For graphs larger than GPU memory, WolfPath performs better than GraphChi when processing uk2002 and arabic2005. This is because GraphChi generates many shard files for these two graphs, and hence it takes longer to write to the disk.

From this experiment, we argue that in WolfPath, although the preprocessing is time-consuming, the pre-processing is worthwhile because of the following reasons: First, for each graph, WolfPath only needs to convert it once. Second, the resultant format provides better locality and performance for iterative graph computations.

Table 7 Preprocessing time (s)

5.4 Effect of Optimisation Techniques

As shown in previous experimental results, the memory accessing operations are the dominant factor that affect the performance, and therefore are our primary target of optimization. Figure 9 shows that the performance improves significantly thanks to the 2 optimization techniques discussed in Sect. 4.5, including asynchronous execution and shared memory synchronisation. For example, without these optimization techniques, the execution time of the BFS algorithm is 71ms with the Livejournal graph. With the optimisation the execution time drops to 48ms.

Fig. 9
figure 9

Performance comparison with and without optimisation

6 Related Work

Using GPUs for graph processing was first introduced by Harish and Narayanan [12]. Since then, the CSR format has become the mainstream representation to store graphs on GPU. Merrill et al. [29] present a work efficient BFS algorithm. They use different approaches to minimize the workload imbalance. Virtual Warp Centric was proposed in [13] to tackle the workload imbalance problem and reduce the intra-warp divergence.

Medusa [47] is a GPU-based graph processing framework that focuses on abstractions for easy programming. MapGraph [6] implements the runtime-based optimisation to deliver good performance. Based on the size of the frontier and the size of the adjacency lists for the vertices in the frontier, MapGraph can choose from different scheduling strategies.

The graph processing solutions described above use the CSR format to represent the graph, hence suffering from the random access to the graph data. CuSha [16] addresses the inefficient memory access by introducing the G-Shard and Concatenated Windows. However, as shown in this paper, CuSha requires frequent data exchange between host and GPU, which leads to long overall execution time.

All of the approaches above make the fundamental assumption that the input graphs fit into GPU memory, which limits the usage of these solutions. However, WolfPath does not suffer from such restriction.
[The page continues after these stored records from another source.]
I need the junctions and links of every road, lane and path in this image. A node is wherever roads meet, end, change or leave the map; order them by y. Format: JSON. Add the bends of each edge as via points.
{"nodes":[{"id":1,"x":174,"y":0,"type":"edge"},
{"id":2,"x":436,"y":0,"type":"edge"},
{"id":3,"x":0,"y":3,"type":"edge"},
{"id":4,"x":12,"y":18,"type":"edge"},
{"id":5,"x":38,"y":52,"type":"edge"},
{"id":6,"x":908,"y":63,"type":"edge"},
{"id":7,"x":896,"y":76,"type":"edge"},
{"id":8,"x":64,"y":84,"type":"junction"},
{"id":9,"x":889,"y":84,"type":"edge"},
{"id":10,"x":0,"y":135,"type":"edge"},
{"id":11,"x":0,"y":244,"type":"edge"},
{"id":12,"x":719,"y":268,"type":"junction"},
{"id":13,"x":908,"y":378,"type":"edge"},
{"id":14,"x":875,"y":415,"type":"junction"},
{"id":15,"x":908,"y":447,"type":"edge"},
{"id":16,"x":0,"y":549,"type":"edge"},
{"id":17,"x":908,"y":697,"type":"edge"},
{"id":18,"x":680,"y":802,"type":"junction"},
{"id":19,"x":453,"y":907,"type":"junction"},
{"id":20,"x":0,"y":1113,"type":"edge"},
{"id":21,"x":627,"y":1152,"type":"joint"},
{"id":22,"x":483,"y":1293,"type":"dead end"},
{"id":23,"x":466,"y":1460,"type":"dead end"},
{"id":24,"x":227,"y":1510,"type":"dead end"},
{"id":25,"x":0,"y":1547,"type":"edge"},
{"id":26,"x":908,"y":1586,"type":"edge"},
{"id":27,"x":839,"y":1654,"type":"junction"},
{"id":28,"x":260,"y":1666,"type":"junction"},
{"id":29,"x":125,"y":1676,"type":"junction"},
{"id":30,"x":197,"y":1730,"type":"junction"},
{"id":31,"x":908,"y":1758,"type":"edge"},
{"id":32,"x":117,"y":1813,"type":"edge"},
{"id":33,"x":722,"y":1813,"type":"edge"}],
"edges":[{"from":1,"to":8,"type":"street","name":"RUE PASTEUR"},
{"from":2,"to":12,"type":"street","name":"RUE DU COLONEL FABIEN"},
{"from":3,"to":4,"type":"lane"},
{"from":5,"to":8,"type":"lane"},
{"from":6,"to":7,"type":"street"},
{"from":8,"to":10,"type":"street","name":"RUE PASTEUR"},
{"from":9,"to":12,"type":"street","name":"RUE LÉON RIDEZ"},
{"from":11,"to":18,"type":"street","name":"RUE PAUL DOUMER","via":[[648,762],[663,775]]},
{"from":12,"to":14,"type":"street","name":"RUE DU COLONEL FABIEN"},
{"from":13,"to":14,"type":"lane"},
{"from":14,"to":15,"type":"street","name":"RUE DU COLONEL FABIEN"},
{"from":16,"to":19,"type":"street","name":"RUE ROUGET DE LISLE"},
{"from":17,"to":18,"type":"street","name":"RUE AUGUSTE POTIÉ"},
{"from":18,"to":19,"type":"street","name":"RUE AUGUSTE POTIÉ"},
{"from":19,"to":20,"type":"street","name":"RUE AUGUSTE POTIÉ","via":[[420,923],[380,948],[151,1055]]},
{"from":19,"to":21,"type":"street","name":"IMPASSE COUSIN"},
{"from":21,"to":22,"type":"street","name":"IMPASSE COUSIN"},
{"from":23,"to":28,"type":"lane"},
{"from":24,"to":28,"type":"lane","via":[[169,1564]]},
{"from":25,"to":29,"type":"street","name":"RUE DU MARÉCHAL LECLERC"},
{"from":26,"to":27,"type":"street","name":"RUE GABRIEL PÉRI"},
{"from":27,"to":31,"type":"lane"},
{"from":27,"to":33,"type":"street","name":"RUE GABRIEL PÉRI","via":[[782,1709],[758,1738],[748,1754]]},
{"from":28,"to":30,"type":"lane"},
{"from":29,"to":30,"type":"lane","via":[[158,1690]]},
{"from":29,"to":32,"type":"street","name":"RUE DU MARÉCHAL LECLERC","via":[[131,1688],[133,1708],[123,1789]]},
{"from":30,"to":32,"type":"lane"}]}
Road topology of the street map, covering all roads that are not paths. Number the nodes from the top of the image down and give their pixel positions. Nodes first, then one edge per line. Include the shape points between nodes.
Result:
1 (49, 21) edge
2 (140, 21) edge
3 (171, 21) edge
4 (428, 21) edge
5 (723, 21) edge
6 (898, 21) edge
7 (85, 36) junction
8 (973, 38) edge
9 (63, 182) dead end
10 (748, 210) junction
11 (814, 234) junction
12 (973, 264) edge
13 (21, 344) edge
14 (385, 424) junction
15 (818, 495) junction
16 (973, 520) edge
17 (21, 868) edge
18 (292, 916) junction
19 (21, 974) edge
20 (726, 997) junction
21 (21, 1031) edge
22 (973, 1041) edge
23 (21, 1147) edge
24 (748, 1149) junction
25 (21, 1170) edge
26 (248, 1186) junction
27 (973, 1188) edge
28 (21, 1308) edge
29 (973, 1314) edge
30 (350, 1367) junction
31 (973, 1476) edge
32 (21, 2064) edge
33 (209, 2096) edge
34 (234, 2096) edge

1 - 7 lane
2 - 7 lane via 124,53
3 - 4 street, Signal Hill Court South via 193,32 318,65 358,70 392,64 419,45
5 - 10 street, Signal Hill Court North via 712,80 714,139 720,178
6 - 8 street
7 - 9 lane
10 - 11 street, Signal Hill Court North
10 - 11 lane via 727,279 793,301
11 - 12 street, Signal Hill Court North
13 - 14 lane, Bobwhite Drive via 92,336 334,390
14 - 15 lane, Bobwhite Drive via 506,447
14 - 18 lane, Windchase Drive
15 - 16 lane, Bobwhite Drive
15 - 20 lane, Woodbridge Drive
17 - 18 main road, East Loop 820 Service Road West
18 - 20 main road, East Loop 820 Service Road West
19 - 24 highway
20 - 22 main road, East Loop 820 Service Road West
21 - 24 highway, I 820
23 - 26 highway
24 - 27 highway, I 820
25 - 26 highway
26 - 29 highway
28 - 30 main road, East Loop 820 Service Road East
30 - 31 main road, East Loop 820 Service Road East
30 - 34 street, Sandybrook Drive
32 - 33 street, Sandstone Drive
Most existing Out-of-Memory graph processing frameworks are CPU based, these frameworks are aiming to process graphs that do not fit into host memory. For instance, GraphChi [17] is the first disk-based graph processing framework and designed to run on a single machine with limited memory. X-Stream graph processing framework [33] uses the edge-centric processing model that takes as input a binary formatted edge-list. It does not require preprocessing, but requires frequent disk I/O to fetch data.

Totem [7, 8] is a hybrid platform that uses both GPU and CPU. It statically partitions a graph into the parts of residing in GPU and host memories based on the degree of vertices. However, as the size of the graph increases, only a fixed portion of the graph is able to fit in the GPU memory, resulting in GPU underutilization. GraphReduce [34] aims to process the graphs that exceed the capacity of the GPU memory. It partitions the graph into shards and loads one or more shards into the GPU memory at a time. In GraphReduce, each shard contains a disjoint subset of vertices. The edges in each shard are sorted in a specific order.

7 Conclusion

In this paper, we develop WolfPath: a GPU-based graph processing framework for processing iterative traversing-based graph processing algorithms efficiently. A new data structure called Layered Edge List is introduced to represent the graph. This structure helps eliminate the frequent data exchange between host and GPU. We also propose a graph preprocessing algorithm that can convert an arbitrary graph into the layered structure. The experimental results show that WolfPath achieves the significant speedup over the state-of-art in-GPU-memory and out-of-memory graph processing frameworks.